# AVAILABLE RECORDS:
Segment Open

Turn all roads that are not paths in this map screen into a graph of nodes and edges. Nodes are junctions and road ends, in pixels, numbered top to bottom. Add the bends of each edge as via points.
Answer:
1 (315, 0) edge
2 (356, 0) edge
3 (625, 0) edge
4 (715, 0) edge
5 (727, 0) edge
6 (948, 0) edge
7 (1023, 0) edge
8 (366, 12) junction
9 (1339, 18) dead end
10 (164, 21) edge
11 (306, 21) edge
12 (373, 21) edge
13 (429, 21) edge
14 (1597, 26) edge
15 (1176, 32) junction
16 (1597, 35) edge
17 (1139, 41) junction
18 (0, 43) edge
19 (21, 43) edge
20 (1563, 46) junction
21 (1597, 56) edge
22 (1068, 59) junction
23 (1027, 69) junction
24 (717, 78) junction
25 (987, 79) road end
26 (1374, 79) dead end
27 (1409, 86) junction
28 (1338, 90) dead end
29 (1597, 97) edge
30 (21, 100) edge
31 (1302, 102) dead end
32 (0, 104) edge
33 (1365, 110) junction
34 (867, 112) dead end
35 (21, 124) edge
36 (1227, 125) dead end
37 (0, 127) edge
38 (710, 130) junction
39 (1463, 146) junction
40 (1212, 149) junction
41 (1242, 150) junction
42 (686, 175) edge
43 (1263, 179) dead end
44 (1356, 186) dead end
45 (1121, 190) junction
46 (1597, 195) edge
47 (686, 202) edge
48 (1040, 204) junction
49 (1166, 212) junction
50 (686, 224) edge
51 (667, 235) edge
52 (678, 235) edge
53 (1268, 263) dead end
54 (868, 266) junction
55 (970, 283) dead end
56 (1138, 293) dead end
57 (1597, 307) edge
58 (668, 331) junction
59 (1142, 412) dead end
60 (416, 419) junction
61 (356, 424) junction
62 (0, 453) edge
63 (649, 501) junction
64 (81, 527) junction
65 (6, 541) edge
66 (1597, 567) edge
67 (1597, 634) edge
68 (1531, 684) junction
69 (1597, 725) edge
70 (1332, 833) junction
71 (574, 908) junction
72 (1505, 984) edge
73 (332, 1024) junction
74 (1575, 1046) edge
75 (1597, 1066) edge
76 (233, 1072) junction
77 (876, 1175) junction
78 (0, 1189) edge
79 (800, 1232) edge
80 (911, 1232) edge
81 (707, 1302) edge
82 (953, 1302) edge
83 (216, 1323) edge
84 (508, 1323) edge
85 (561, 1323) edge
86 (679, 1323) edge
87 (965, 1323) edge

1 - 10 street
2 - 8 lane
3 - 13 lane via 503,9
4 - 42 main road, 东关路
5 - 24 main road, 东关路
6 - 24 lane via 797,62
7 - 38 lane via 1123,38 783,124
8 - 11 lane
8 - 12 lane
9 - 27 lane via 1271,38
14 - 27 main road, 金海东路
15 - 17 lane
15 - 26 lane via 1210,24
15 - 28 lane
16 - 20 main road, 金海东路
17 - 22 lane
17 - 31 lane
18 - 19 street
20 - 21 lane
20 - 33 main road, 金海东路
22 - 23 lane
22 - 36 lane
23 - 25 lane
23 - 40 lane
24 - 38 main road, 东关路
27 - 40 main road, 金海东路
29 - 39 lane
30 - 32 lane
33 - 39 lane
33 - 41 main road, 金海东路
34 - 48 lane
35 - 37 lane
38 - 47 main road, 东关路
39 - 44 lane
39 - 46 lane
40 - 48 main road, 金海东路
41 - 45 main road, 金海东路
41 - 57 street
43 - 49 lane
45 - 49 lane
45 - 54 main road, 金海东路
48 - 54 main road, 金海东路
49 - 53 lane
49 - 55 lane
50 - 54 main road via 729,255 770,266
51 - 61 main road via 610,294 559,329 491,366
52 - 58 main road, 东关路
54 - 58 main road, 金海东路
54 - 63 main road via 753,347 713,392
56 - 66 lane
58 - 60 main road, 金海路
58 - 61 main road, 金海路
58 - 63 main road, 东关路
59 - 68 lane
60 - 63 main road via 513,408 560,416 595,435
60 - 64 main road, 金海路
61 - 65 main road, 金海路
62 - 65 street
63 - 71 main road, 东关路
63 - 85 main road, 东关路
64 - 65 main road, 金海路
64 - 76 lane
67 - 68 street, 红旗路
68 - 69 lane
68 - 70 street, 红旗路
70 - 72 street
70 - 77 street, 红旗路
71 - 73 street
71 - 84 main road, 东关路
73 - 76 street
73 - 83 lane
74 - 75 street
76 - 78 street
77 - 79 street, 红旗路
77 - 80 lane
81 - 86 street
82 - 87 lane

Segment Closed
Segment Open

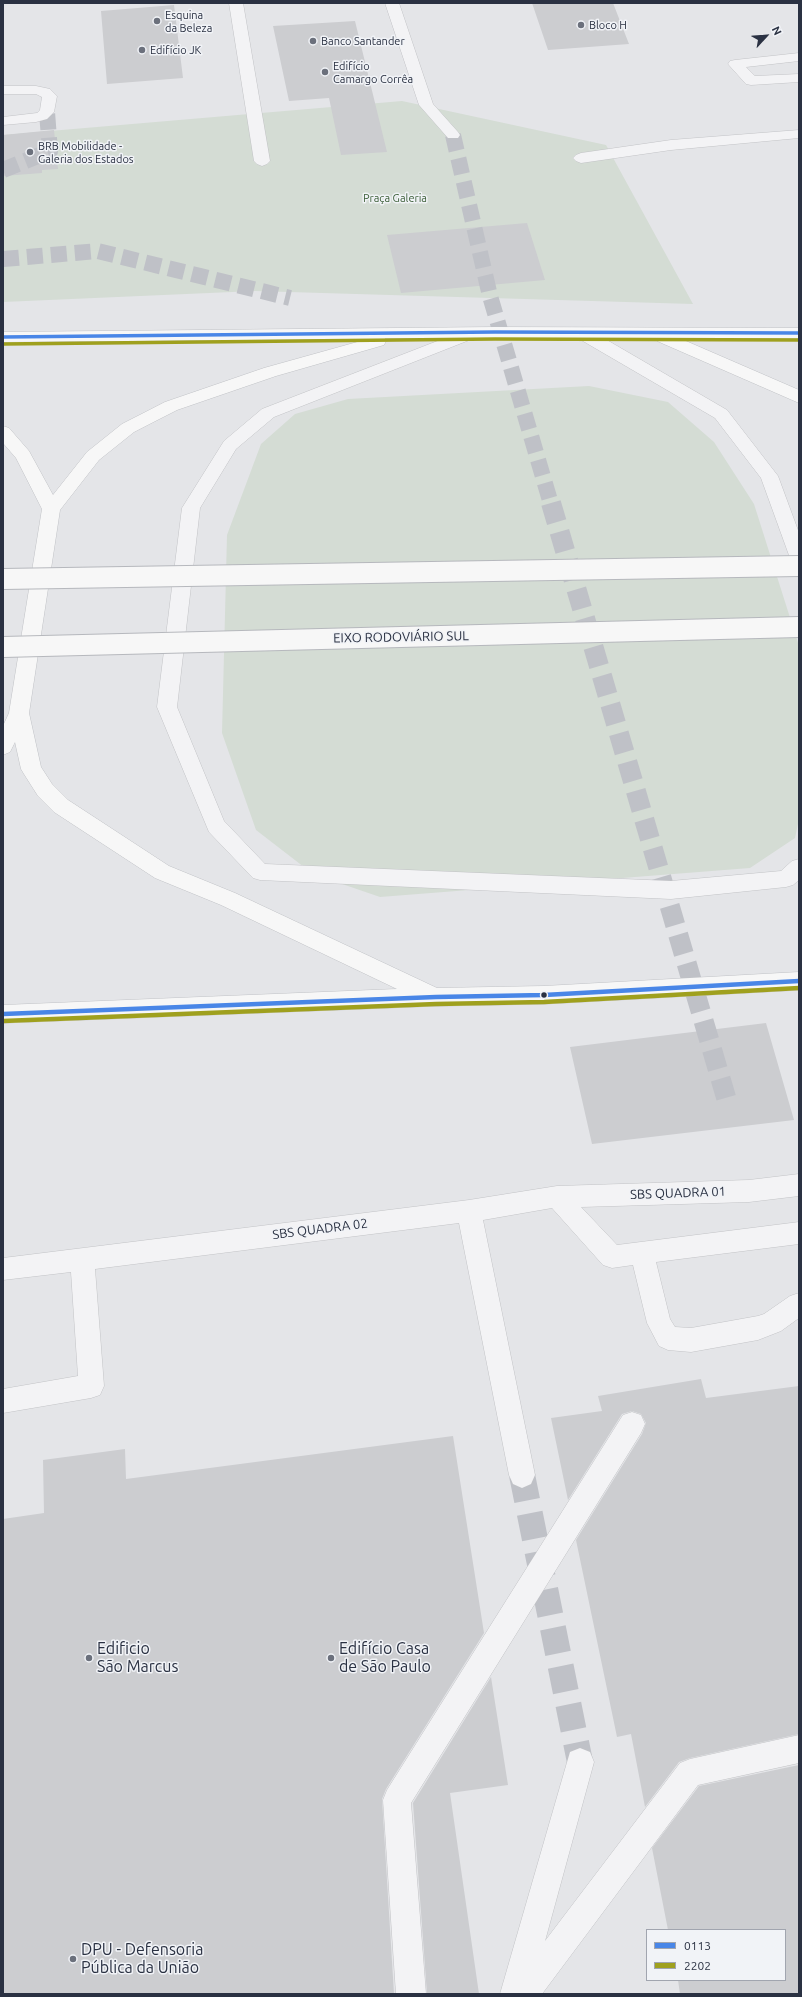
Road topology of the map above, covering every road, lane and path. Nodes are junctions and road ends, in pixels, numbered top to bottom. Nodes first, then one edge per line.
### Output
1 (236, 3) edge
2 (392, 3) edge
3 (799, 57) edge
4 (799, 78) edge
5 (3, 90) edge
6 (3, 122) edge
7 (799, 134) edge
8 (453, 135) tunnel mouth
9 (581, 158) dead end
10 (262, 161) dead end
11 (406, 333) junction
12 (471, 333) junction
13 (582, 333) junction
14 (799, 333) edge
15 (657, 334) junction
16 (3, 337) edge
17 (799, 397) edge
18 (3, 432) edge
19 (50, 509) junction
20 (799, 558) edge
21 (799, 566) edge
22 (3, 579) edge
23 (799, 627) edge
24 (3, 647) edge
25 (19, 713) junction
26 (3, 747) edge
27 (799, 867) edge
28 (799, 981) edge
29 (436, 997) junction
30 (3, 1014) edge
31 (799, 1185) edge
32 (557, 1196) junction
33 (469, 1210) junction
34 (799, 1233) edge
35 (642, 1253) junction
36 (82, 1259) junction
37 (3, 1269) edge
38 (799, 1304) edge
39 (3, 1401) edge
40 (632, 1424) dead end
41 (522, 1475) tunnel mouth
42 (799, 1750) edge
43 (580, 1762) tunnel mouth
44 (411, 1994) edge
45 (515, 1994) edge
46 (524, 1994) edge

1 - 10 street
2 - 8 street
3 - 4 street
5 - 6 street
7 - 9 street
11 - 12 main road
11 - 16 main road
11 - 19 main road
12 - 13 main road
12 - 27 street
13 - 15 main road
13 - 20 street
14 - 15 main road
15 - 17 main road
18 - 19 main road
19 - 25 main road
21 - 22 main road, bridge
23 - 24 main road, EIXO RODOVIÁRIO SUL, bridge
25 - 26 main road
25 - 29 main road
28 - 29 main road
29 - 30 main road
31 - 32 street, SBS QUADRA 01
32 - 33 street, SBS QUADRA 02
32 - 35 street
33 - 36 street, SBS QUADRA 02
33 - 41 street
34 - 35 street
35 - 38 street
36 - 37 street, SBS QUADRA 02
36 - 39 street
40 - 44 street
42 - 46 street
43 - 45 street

Segment Closed
Segment Open

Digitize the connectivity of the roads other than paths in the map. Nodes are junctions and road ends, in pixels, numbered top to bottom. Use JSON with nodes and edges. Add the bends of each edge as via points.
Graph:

Segment Closed

# ASSIGNMENT:
Go through the records. Copy each line where "ends" appears.

# RESPONSE AREA:
Turn all roads that are not paths in this map screen into a graph of nodes and edges. Nodes are junctions and road ends, in pixels, numbered top to bottom. Add the bends of each edge as via points.
Road topology of the map above, covering every road, lane and path. Nodes are junctions and road ends, in pixels, numbered top to bottom. Nodes first, then one edge per line.
Digitize the connectivity of the roads other than paths in the map. Nodes are junctions and road ends, in pixels, numbered top to bottom. Use JSON with nodes and edges. Add the bends of each edge as via points.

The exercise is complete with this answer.